WHAT YOU HAVE TO DO — Please find every line in the entries below that contains the string "nodes", and copy it.

(Stored items)
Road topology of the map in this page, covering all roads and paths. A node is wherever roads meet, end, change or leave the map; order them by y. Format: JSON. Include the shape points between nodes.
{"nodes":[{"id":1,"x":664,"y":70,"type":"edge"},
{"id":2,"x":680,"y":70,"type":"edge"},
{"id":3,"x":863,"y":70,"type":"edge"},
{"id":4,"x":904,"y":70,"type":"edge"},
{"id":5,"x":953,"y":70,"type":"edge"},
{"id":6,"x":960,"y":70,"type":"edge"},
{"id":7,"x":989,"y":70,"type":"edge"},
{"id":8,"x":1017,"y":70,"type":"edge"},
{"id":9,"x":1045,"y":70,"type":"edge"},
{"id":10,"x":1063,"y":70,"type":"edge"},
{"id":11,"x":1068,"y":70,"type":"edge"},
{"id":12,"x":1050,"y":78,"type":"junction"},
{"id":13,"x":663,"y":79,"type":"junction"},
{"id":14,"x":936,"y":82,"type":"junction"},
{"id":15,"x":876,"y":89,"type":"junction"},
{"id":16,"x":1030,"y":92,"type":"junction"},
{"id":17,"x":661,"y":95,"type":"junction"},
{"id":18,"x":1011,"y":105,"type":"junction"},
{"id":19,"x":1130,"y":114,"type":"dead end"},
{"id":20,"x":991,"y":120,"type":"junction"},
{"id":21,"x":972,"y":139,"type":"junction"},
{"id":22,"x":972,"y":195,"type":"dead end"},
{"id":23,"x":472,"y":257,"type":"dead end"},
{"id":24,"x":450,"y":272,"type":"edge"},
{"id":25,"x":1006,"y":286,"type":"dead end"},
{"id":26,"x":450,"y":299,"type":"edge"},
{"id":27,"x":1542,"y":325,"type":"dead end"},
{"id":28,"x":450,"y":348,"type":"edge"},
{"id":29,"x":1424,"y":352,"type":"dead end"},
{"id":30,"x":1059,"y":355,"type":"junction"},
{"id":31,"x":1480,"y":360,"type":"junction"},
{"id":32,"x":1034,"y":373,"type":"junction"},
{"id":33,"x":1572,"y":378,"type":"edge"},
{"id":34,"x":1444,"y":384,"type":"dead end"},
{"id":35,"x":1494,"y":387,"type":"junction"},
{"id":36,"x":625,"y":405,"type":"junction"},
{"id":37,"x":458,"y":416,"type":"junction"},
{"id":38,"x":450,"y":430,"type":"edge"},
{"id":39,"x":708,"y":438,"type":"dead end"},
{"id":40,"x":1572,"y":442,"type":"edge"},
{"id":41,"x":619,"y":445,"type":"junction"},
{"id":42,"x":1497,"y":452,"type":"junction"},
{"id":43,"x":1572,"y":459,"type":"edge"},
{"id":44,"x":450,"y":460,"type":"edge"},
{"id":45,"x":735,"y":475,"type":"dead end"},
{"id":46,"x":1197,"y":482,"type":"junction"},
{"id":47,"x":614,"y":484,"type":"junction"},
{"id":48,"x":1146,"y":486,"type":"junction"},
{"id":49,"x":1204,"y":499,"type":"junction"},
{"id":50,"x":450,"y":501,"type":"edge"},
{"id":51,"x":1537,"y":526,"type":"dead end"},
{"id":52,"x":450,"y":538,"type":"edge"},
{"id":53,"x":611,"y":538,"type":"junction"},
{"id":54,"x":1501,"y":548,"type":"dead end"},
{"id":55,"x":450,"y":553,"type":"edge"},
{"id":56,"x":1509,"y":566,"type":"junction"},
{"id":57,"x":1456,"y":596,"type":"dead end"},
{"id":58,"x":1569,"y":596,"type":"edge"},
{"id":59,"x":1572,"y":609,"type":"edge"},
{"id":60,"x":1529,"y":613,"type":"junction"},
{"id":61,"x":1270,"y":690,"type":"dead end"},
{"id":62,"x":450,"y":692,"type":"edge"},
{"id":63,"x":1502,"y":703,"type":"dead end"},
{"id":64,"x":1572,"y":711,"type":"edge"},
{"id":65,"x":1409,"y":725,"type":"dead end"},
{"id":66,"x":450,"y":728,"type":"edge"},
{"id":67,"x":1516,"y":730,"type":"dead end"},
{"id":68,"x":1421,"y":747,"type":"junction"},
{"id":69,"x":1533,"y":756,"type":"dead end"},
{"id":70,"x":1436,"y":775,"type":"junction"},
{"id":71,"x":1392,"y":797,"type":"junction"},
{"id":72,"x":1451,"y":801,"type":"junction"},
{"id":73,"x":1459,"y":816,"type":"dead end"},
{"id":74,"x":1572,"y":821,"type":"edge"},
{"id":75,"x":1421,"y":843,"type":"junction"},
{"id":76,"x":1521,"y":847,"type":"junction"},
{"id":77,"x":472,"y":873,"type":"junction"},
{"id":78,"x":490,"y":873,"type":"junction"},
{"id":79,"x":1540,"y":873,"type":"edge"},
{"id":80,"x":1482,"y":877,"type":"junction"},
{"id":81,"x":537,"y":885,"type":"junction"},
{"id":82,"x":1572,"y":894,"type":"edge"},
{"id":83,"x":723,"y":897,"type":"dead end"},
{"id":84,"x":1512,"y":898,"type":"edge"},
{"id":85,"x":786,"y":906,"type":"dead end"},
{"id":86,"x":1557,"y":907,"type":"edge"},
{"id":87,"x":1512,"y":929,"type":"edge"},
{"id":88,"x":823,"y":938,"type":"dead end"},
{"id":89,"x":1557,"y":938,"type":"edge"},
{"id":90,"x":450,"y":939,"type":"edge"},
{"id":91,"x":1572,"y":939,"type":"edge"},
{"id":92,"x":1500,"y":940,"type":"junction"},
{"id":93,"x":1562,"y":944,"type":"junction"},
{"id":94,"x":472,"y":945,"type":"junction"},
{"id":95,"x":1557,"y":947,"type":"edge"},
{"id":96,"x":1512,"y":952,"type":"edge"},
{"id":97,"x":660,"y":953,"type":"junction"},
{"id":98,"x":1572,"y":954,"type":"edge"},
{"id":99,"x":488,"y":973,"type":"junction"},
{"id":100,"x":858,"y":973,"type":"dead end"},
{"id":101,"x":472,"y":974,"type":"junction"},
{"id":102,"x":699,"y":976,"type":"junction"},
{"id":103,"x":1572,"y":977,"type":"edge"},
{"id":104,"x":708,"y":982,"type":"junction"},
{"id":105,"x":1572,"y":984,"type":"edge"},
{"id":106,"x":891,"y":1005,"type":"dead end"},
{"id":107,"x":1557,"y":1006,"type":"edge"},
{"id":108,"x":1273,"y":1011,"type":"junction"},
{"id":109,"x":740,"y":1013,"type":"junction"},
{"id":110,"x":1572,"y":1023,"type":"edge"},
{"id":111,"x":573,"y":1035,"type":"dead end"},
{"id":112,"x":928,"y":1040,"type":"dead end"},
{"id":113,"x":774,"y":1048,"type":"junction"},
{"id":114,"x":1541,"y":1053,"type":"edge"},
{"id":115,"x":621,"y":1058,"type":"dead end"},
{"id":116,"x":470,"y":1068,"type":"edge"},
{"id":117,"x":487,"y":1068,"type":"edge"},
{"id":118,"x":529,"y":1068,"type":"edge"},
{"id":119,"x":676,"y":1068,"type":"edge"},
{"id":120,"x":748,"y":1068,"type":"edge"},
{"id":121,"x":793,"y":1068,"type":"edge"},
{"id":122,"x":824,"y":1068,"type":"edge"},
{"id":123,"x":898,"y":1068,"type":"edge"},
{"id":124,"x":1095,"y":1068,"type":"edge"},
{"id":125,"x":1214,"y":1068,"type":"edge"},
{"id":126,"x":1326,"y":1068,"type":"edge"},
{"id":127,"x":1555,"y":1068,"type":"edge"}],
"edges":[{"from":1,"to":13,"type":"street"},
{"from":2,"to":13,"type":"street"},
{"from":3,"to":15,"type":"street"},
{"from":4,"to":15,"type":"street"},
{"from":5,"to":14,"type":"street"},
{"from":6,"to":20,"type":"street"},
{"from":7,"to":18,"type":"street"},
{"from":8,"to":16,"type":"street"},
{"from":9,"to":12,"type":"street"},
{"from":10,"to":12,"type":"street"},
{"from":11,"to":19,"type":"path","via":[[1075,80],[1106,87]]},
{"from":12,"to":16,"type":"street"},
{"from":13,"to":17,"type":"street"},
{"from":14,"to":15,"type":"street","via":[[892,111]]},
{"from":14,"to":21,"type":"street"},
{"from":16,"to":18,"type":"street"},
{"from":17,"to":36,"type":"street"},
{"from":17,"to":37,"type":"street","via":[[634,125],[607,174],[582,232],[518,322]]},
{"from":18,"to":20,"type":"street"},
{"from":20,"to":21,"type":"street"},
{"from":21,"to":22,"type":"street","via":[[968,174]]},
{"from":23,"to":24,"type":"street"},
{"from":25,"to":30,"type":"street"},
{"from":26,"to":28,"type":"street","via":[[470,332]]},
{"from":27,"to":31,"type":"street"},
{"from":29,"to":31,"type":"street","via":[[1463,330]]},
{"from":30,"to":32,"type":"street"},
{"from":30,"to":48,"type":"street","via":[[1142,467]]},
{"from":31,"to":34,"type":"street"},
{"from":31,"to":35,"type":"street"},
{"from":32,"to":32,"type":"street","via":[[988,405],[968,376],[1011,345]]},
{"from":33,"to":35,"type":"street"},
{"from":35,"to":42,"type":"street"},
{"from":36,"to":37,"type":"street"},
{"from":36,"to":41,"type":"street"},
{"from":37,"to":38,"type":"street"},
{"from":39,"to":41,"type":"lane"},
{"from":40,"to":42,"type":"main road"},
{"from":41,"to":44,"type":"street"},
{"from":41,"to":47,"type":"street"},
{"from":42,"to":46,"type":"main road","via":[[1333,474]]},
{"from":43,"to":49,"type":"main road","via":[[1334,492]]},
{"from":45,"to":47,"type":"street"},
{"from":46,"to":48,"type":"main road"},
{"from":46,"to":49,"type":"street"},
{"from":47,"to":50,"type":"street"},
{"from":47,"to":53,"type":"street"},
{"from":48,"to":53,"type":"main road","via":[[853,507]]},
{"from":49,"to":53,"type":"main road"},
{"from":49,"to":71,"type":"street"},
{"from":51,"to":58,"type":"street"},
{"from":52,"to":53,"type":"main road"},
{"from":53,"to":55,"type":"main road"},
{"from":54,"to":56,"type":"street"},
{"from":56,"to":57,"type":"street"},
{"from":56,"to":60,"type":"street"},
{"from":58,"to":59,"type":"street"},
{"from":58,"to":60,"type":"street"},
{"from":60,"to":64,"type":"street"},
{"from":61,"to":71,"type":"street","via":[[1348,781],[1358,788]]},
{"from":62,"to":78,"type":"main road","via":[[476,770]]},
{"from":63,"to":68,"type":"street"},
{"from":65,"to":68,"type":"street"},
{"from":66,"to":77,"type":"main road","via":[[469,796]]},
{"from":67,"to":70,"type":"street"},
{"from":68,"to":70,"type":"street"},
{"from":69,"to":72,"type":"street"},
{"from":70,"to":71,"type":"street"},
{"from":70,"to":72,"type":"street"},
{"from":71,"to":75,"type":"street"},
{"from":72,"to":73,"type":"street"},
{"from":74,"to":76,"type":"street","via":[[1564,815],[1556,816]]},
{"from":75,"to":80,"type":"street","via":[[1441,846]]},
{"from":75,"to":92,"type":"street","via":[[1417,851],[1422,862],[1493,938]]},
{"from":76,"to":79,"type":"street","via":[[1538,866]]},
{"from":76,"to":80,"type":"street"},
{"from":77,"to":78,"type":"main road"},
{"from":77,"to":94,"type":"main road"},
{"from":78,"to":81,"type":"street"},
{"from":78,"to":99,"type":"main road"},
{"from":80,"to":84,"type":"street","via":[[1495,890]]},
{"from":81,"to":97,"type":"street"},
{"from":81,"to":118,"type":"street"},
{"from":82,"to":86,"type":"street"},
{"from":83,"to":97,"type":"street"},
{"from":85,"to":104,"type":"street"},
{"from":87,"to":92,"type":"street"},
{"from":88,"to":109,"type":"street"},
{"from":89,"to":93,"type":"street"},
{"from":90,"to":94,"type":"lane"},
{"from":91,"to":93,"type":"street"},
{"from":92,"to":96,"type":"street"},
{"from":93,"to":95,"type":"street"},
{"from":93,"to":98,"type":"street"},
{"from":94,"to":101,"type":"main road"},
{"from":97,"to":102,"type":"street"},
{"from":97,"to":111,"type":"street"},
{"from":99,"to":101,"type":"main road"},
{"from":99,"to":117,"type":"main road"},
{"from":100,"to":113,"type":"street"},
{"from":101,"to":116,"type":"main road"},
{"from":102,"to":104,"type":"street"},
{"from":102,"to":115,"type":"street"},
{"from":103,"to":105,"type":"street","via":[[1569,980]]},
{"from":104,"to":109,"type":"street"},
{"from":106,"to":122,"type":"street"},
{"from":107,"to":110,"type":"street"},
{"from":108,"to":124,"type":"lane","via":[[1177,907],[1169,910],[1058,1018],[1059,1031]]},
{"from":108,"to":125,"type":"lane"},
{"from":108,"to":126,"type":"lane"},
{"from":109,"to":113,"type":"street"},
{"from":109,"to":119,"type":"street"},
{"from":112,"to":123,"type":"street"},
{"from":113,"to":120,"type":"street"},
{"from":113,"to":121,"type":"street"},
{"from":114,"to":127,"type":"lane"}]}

PROBLEM SOLUTION —
Road topology of the map in this page, covering all roads and paths. A node is wherever roads meet, end, change or leave the map; order them by y. Format: JSON. Include the shape points between nodes.
{"nodes":[{"id":1,"x":664,"y":70,"type":"edge"},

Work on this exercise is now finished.